* [Work to be completed] Return only those lines of the listing in which "that" appears.

* [The data]
------------------------

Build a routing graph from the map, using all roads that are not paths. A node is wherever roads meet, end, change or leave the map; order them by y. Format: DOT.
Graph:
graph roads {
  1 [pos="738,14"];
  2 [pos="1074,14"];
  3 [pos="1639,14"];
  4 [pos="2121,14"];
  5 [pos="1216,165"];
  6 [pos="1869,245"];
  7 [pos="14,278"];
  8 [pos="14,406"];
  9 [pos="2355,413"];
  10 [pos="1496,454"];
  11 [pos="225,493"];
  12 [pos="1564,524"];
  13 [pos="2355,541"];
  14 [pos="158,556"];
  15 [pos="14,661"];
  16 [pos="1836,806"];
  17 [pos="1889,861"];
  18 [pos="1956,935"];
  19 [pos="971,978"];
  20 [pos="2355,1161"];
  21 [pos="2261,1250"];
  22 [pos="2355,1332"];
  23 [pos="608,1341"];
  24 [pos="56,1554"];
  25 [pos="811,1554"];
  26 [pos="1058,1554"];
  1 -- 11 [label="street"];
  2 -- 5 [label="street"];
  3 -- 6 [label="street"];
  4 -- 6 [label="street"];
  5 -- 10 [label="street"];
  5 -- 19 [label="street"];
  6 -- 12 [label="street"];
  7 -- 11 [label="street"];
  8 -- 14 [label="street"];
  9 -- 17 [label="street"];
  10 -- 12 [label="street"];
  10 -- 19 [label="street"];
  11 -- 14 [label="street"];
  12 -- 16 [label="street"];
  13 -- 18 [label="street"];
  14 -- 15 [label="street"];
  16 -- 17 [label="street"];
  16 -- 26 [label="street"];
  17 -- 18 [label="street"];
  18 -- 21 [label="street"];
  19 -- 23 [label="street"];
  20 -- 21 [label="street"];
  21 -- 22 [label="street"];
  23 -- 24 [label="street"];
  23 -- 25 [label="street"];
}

------------------------

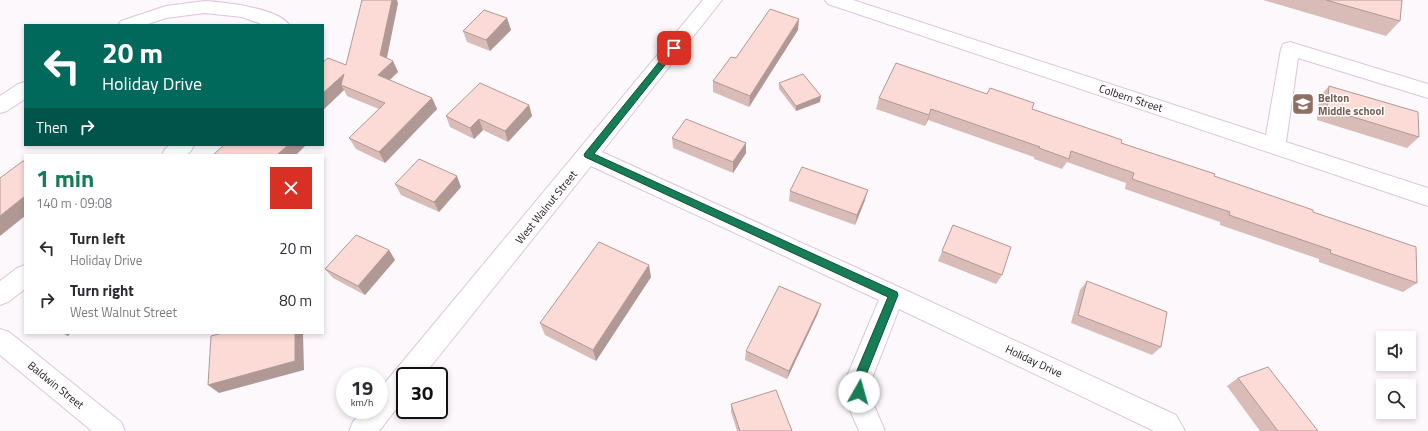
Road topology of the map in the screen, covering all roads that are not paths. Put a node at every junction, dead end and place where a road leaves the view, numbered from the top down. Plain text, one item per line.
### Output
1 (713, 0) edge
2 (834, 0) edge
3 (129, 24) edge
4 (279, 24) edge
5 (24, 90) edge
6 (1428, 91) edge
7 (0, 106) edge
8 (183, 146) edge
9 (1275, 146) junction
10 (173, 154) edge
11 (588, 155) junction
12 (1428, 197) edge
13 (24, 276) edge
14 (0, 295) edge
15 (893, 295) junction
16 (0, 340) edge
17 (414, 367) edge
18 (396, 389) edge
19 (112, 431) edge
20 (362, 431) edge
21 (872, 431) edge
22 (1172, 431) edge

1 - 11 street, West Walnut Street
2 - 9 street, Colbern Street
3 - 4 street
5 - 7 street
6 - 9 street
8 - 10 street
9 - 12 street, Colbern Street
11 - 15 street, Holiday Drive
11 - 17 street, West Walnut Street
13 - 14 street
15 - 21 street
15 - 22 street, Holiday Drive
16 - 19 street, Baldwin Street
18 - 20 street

------------------------

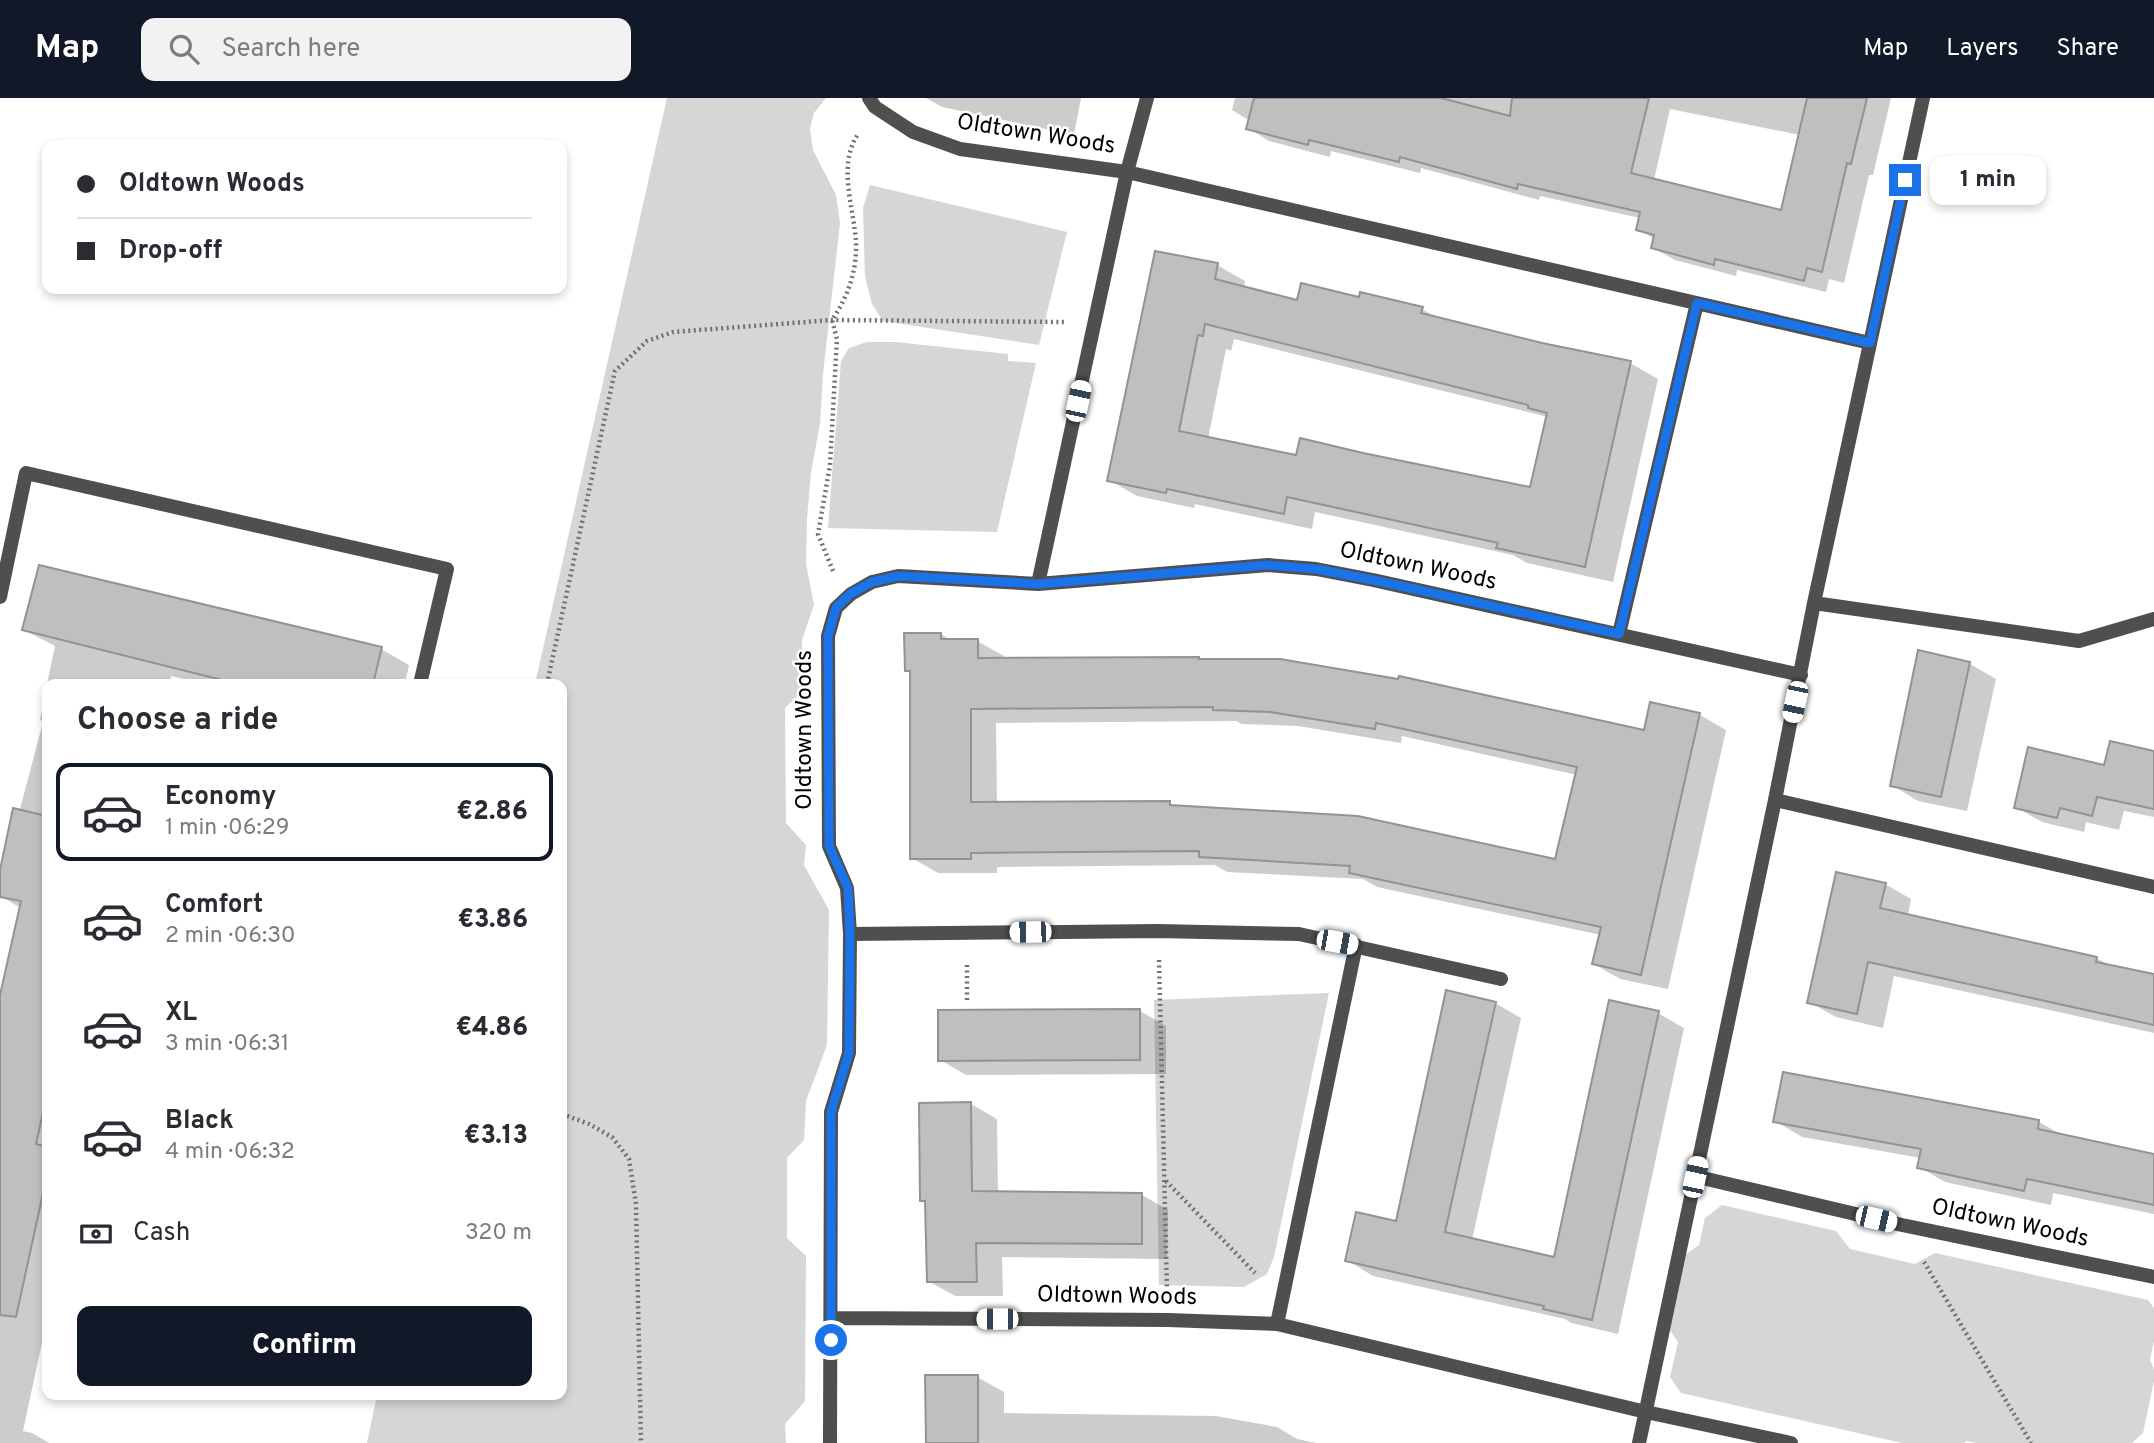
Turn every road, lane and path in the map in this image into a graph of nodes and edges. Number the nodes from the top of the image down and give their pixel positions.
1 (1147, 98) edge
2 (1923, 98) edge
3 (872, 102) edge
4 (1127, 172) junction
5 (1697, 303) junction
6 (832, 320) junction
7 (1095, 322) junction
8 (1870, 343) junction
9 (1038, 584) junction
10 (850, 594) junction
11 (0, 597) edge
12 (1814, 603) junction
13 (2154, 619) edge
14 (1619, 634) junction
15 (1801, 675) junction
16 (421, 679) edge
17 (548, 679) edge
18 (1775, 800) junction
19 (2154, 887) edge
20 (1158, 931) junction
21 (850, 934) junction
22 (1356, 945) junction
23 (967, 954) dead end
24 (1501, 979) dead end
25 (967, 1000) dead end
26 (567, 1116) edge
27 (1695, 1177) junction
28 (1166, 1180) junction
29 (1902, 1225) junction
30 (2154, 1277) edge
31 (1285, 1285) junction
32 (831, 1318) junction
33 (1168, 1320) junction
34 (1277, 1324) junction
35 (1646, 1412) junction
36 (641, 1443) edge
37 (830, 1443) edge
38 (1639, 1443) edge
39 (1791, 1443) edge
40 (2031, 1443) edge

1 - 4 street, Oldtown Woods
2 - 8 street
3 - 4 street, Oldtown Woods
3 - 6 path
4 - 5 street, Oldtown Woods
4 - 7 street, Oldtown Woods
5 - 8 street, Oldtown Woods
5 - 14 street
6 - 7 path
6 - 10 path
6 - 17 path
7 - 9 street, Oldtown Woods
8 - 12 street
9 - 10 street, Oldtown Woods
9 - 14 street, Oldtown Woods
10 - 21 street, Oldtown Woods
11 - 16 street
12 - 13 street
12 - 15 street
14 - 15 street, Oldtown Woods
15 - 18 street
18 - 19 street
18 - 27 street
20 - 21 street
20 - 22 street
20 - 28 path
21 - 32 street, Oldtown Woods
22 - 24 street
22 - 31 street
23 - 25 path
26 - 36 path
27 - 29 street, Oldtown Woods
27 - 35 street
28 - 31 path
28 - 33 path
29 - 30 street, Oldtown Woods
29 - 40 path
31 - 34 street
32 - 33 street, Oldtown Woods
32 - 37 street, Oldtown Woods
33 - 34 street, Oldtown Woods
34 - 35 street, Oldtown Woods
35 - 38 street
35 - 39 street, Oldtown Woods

------------------------

* [Problem solution]
Build a routing graph from the map, using all roads that are not paths. A node is wherever roads meet, end, change or leave the map; order them by y. Format: DOT.
Road topology of the map in the screen, covering all roads that are not paths. Put a node at every junction, dead end and place where a road leaves the view, numbered from the top down. Plain text, one item per line.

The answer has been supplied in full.